> What you will do: Send each entry back exactly as given, pictures excluded.

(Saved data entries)
"""

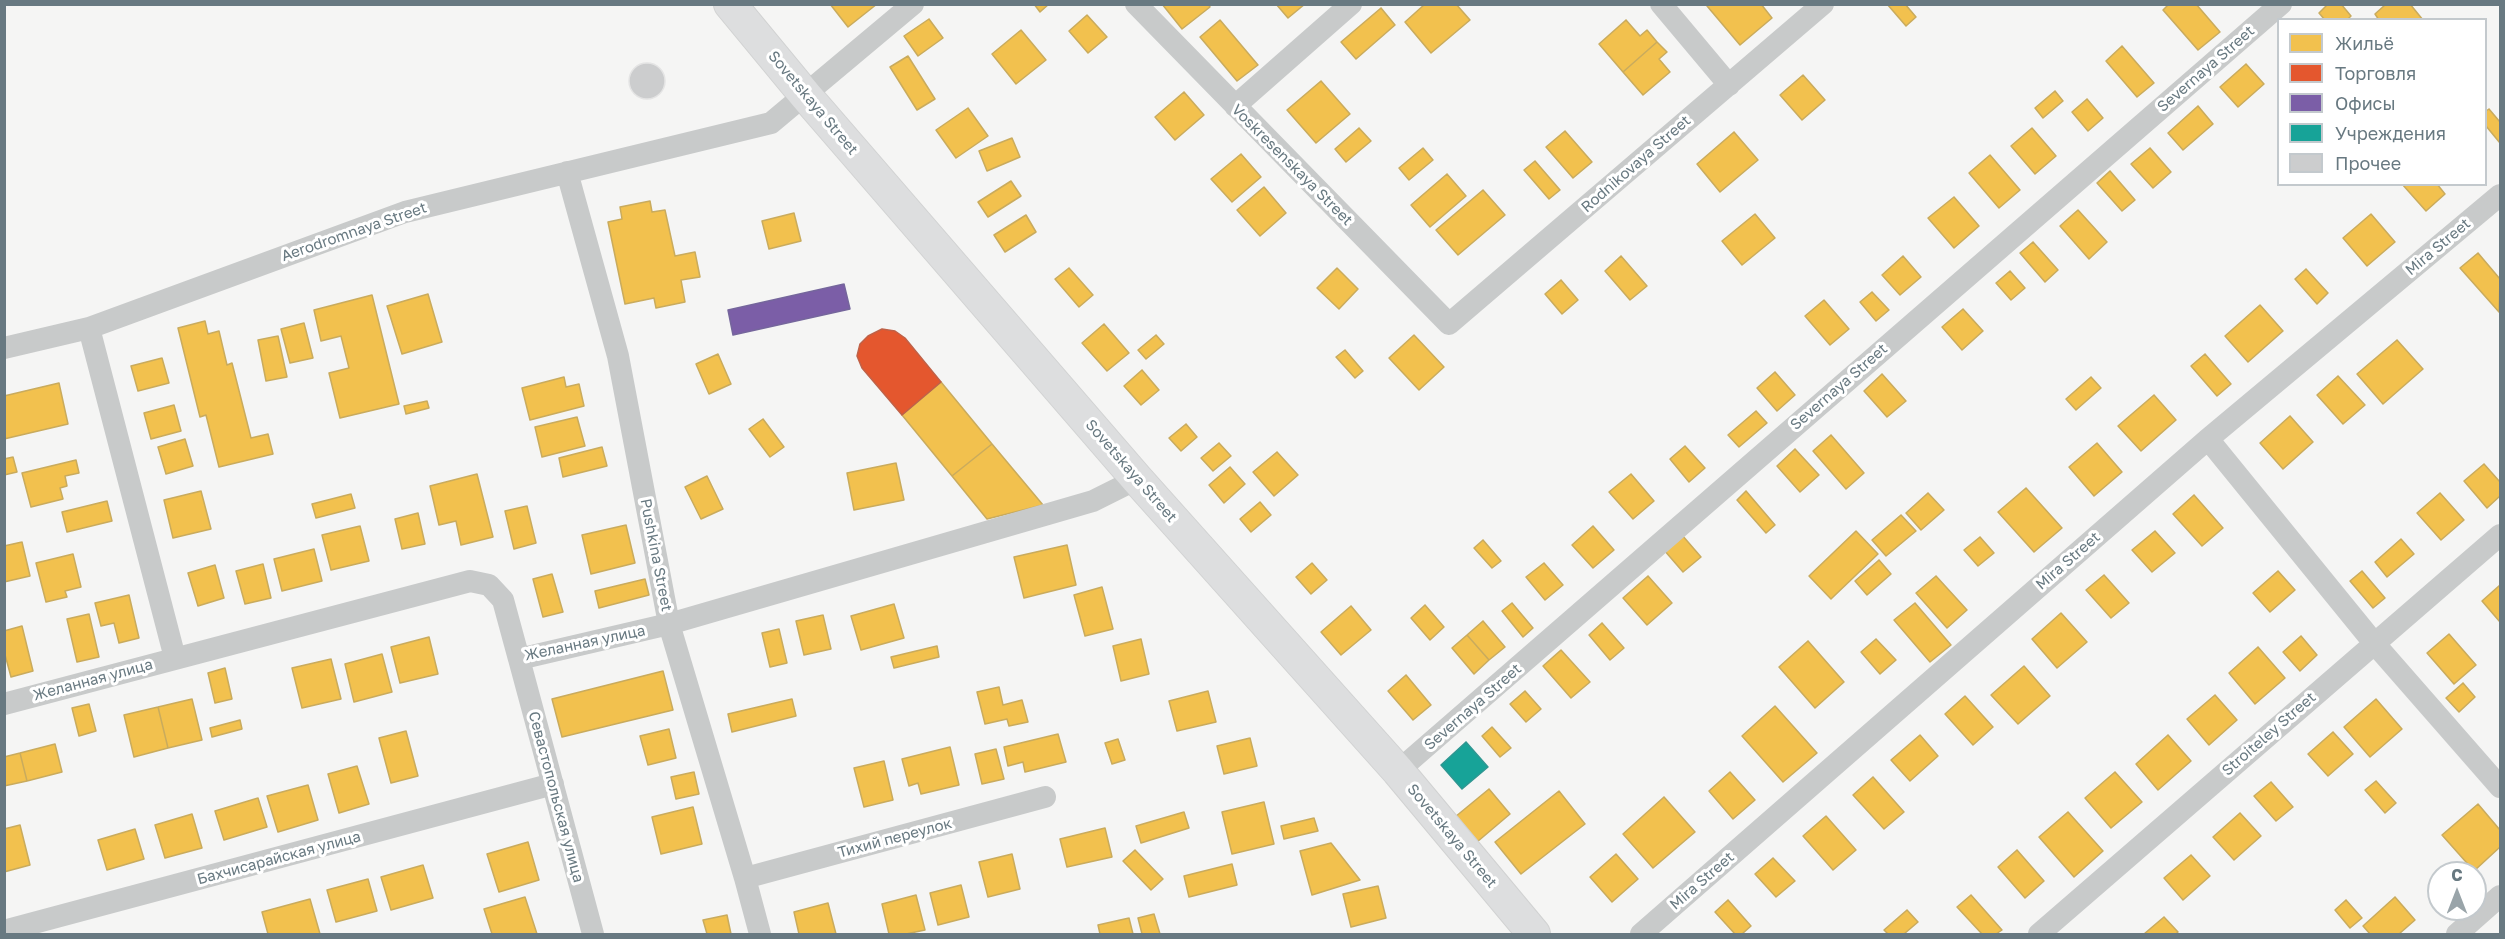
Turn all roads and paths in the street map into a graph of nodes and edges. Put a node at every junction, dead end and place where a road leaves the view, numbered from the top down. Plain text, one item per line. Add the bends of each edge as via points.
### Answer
1 (730, 4) edge
2 (914, 4) edge
3 (1136, 4) edge
4 (1351, 4) edge
5 (1661, 4) edge
6 (1823, 4) edge
7 (2281, 4) edge
8 (1729, 85) junction
9 (806, 96) junction
10 (1235, 106) junction
11 (567, 172) junction
12 (2500, 195) edge
13 (1449, 324) joint
14 (89, 328) junction
15 (4, 348) edge
16 (2208, 439) junction
17 (1137, 479) junction
18 (2500, 535) edge
19 (669, 624) junction
20 (2374, 643) junction
21 (175, 657) junction
22 (519, 659) junction
23 (4, 704) edge
24 (1398, 771) junction
25 (553, 784) junction
26 (2500, 787) edge
27 (1045, 797) dead end
28 (745, 878) junction
29 (2500, 896) edge
30 (4, 932) edge
31 (593, 934) edge
32 (760, 934) edge
33 (1534, 934) edge
34 (1641, 934) edge
35 (2039, 934) edge
36 (2457, 934) edge

1 - 9 main road, Sovetskaya Street
2 - 9 street, Aerodromnaya Street
3 - 10 street, Voskresenskaya Street
4 - 10 street
5 - 8 street
6 - 8 street, Rodnikovaya Street
7 - 24 street, Severnaya Street
8 - 13 street, Rodnikovaya Street
9 - 11 street, Aerodromnaya Street via 771,123
9 - 17 main road, Sovetskaya Street
10 - 13 street, Voskresenskaya Street
11 - 14 street, Aerodromnaya Street via 405,213
11 - 19 street, Pushkina Street via 618,356
12 - 16 street, Mira Street
14 - 15 street, Aerodromnaya Street
14 - 21 street
16 - 20 street
16 - 34 street, Mira Street
17 - 19 street, Желанная улица via 1093,501
17 - 24 main road, Sovetskaya Street
18 - 20 street, Stroiteley Street
19 - 22 street, Желанная улица
19 - 28 street, Pushkina Street
20 - 26 street
20 - 35 street, Stroiteley Street
21 - 22 street, Желанная улица via 470,581 489,585 503,600
21 - 23 street, Желанная улица
22 - 25 street, Севастопольская улица
24 - 33 main road, Sovetskaya Street
25 - 30 street, Бахчисарайская улица
25 - 31 street, Севастопольская улица
27 - 28 street, Тихий переулок
28 - 32 street, Pushkina Street
29 - 36 street

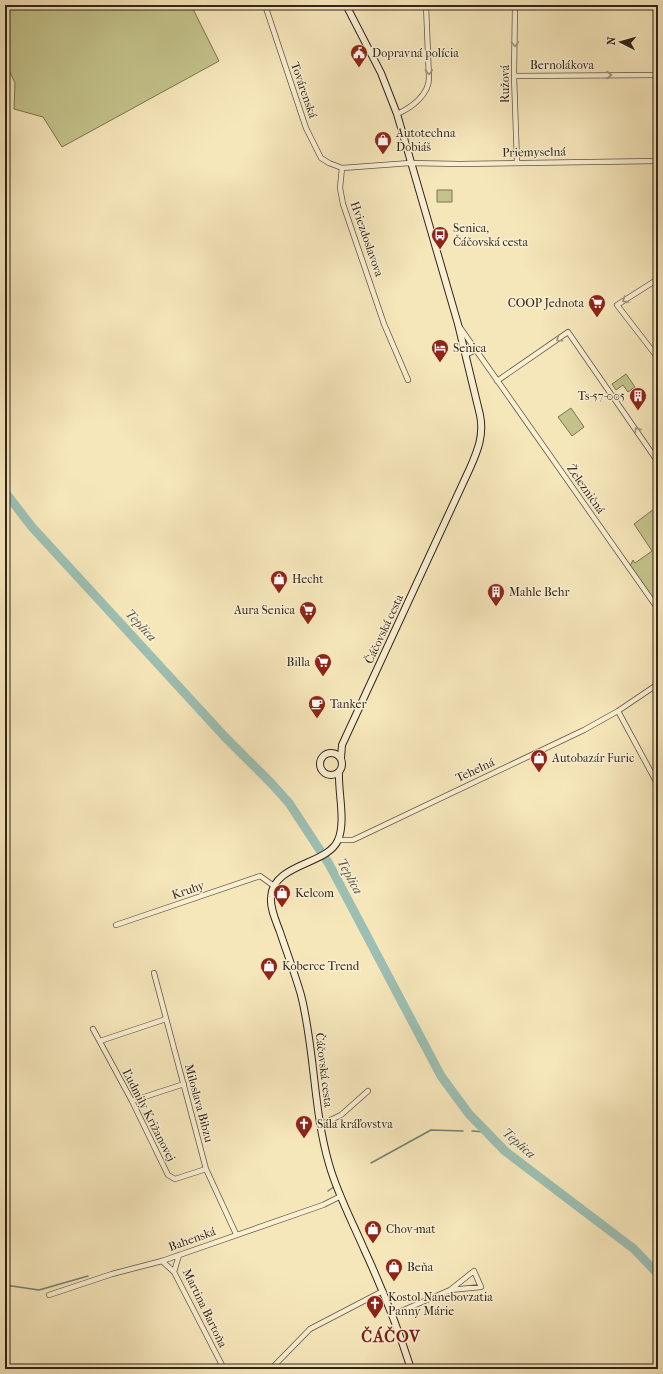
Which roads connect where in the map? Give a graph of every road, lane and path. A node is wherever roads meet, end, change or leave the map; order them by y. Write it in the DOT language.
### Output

"""

> Task solution:
Turn all roads and paths in the street map into a graph of nodes and edges. Put a node at every junction, dead end and place where a road leaves the view, numbered from the top down. Plain text, one item per line. Add the bends of each edge as via points.
### Answer
1 (730, 4) edge
2 (914, 4) edge
3 (1136, 4) edge
4 (1351, 4) edge
5 (1661, 4) edge
6 (1823, 4) edge
7 (2281, 4) edge
8 (1729, 85) junction
9 (806, 96) junction
10 (1235, 106) junction
11 (567, 172) junction
12 (2500, 195) edge
13 (1449, 324) joint
14 (89, 328) junction
15 (4, 348) edge
16 (2208, 439) junction
17 (1137, 479) junction
18 (2500, 535) edge
19 (669, 624) junction
20 (2374, 643) junction
21 (175, 657) junction
22 (519, 659) junction
23 (4, 704) edge
24 (1398, 771) junction
25 (553, 784) junction
26 (2500, 787) edge
27 (1045, 797) dead end
28 (745, 878) junction
29 (2500, 896) edge
30 (4, 932) edge
31 (593, 934) edge
32 (760, 934) edge
33 (1534, 934) edge
34 (1641, 934) edge
35 (2039, 934) edge
36 (2457, 934) edge

1 - 9 main road, Sovetskaya Street
2 - 9 street, Aerodromnaya Street
3 - 10 street, Voskresenskaya Street
4 - 10 street
5 - 8 street
6 - 8 street, Rodnikovaya Street
7 - 24 street, Severnaya Street
8 - 13 street, Rodnikovaya Street
9 - 11 street, Aerodromnaya Street via 771,123
9 - 17 main road, Sovetskaya Street
10 - 13 street, Voskresenskaya Street
11 - 14 street, Aerodromnaya Street via 405,213
11 - 19 street, Pushkina Street via 618,356
12 - 16 street, Mira Street
14 - 15 street, Aerodromnaya Street
14 - 21 street
16 - 20 street
16 - 34 street, Mira Street
17 - 19 street, Желанная улица via 1093,501
17 - 24 main road, Sovetskaya Street
18 - 20 street, Stroiteley Street
19 - 22 street, Желанная улица
19 - 28 street, Pushkina Street
20 - 26 street
20 - 35 street, Stroiteley Street
21 - 22 street, Желанная улица via 470,581 489,585 503,600
21 - 23 street, Желанная улица
22 - 25 street, Севастопольская улица
24 - 33 main road, Sovetskaya Street
25 - 30 street, Бахчисарайская улица
25 - 31 street, Севастопольская улица
27 - 28 street, Тихий переулок
28 - 32 street, Pushkina Street
29 - 36 street

Which roads connect where in the map? Give a graph of every road, lane and path. A node is wherever roads meet, end, change or leave the map; order them by y. Write it in the DOT language.
### Output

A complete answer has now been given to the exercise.